Дэни был брюнетом с глубоким чувственным взглядом.
— Ты действительно изучал философию?
— Да. У меня диплом по эстетике. — сказал он и, немного помолчав, добавил: Послушайте, я могу быть вашим сторожевым псом. В общем, я ведь лучше любой настоящей собаки. Испытайте меня. Я довольствуюсь малым: немного мелочи на еду. А время, чтобы читать и писать, я нахожу сам. И, конечно, у вас не будет проблем со страховыми отчислениями. За сторожевых собак отчисления не делают.
— Я не могу держать тебя в саду. Все увидят, что ты фальшивый пес.
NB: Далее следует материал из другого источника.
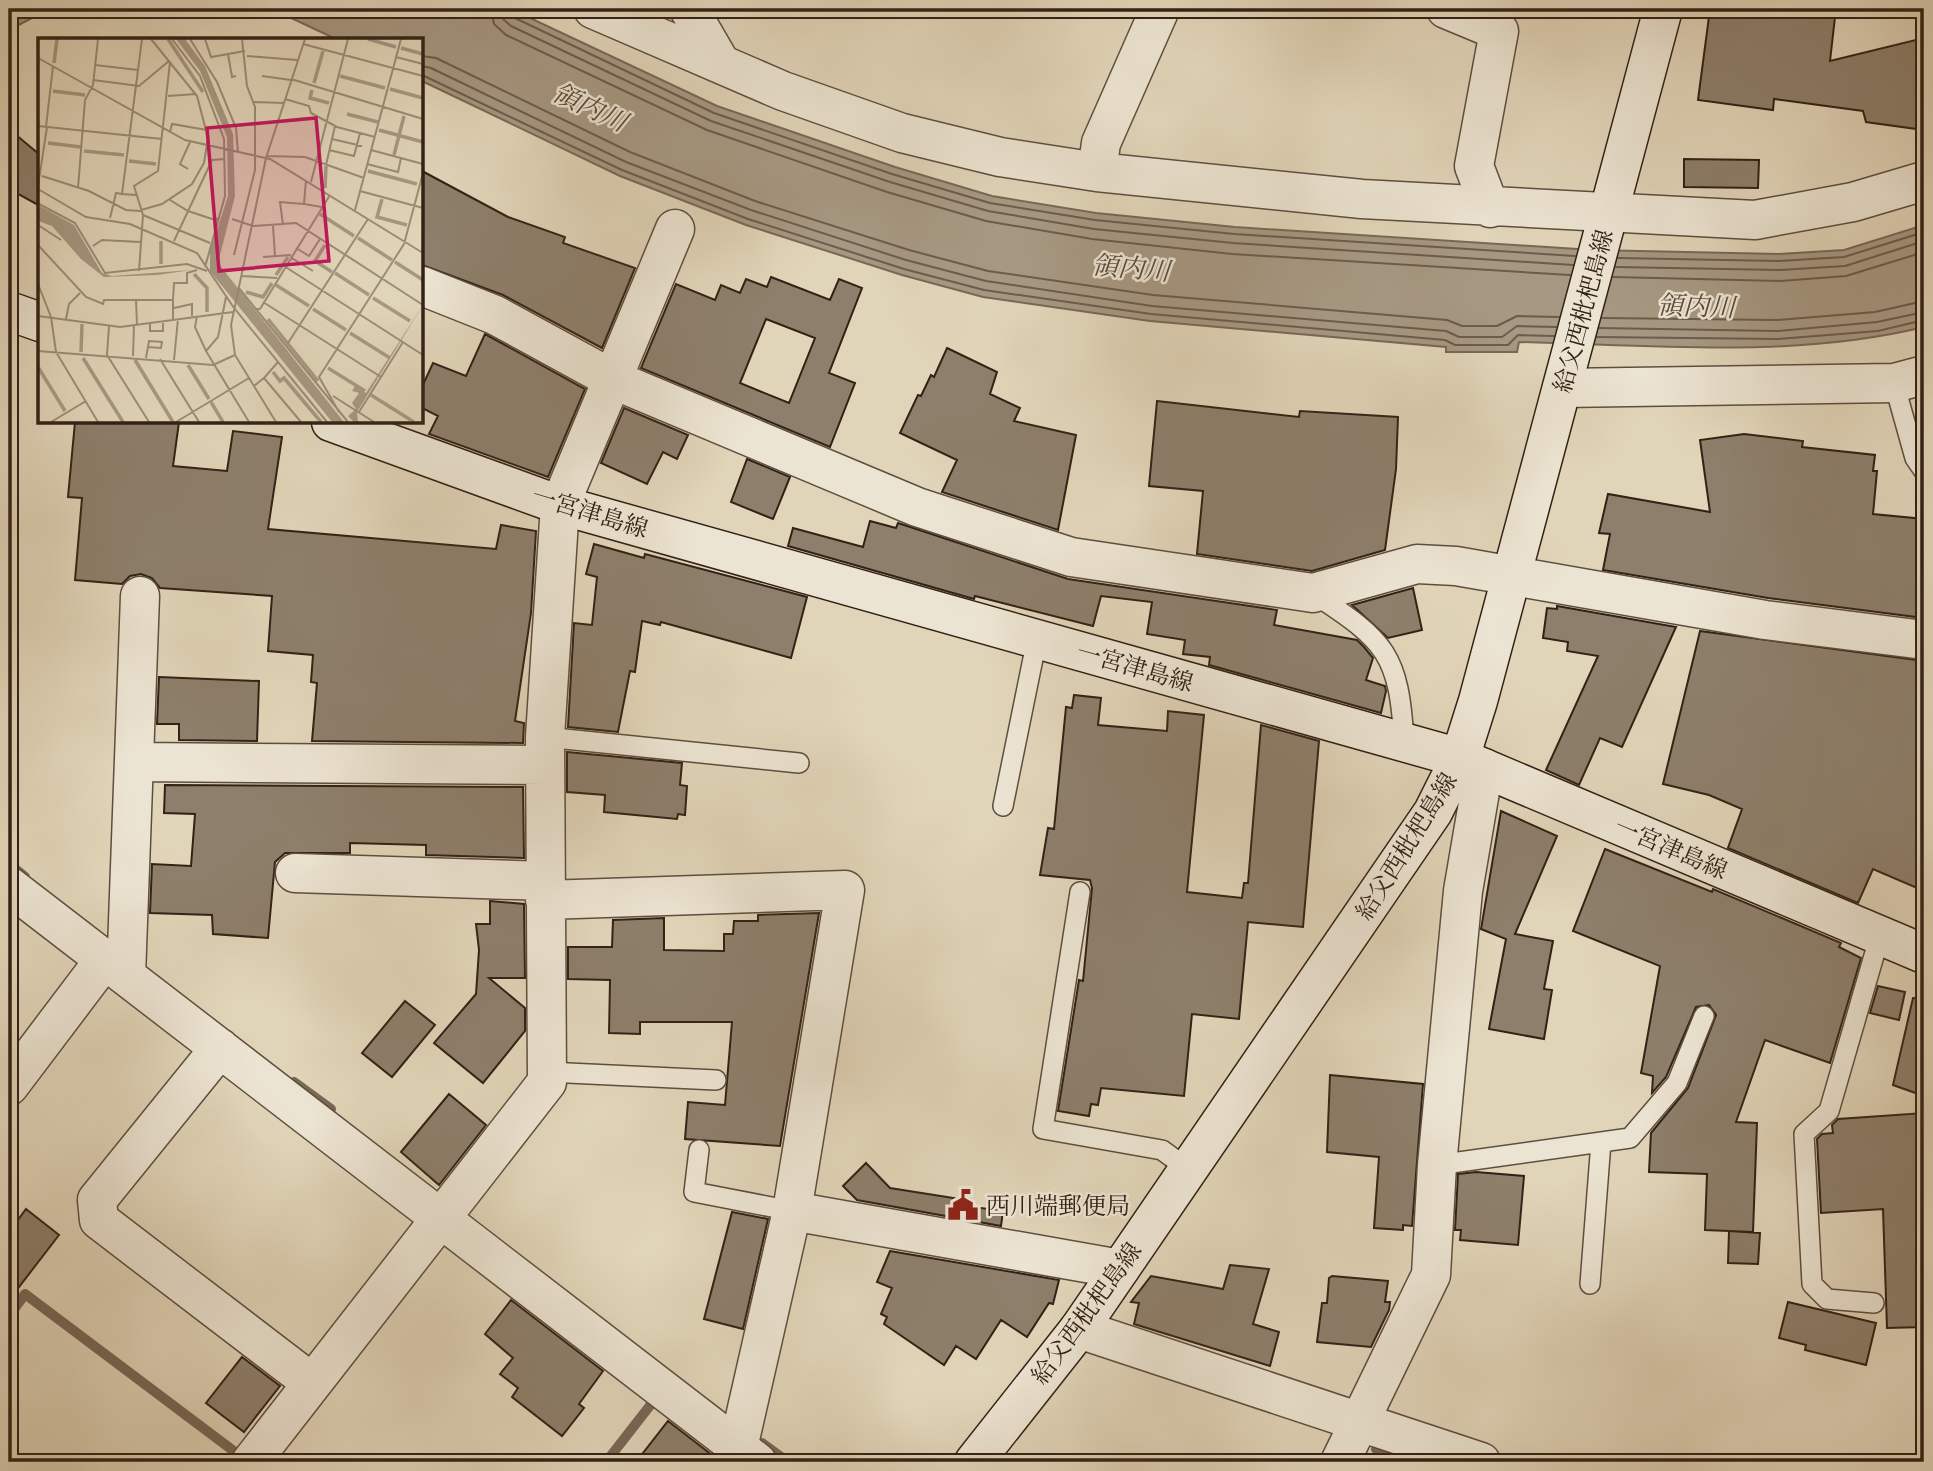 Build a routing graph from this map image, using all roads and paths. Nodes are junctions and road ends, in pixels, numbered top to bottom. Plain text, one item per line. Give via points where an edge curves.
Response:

— Я могу жить в подвале и выходить только ночью.
— Я тебе не верю.
Дэни расстегнул молнию своего костюма и снял его. Под костюмом у него были джинсы и зеленый свитер. «Вот мои документы», — сказал он и достал из маленькой сумки, висевшей у него через плечо, удостоверение личности и диплом. Ей было стыдно, оттого что все прохожие видят, что она разговаривает с нищим, который держит в руках костюм собаки.
— Убери этот костюм.
Он быстро засунул собачью одежду в целлофановый пакет, лежавший рядом с ним.
— Ты моешься?
— Да.
— Точно?
— Точно, — сказал Дэни, потом добавил: — Я многое умею делать, не только сторожить. — И затем с надеждой стал ждать.
— Я подумаю.
— Спасибо.
Теперь он мог надеяться, и она жалела об этом. Она хотела повернуться к нему и сказать — нет, ничего не получится. Но потом подумала, что страховых отчислений делать не придется. Надо было поговорить с мужем. Она вошла в метро и стала спускаться по лестнице. Потом подумала, что пес может пойти за ней и узнать, где она живет. Ей совсем не хотелось вдруг увидеть его у своего дома, в собачьем костюме.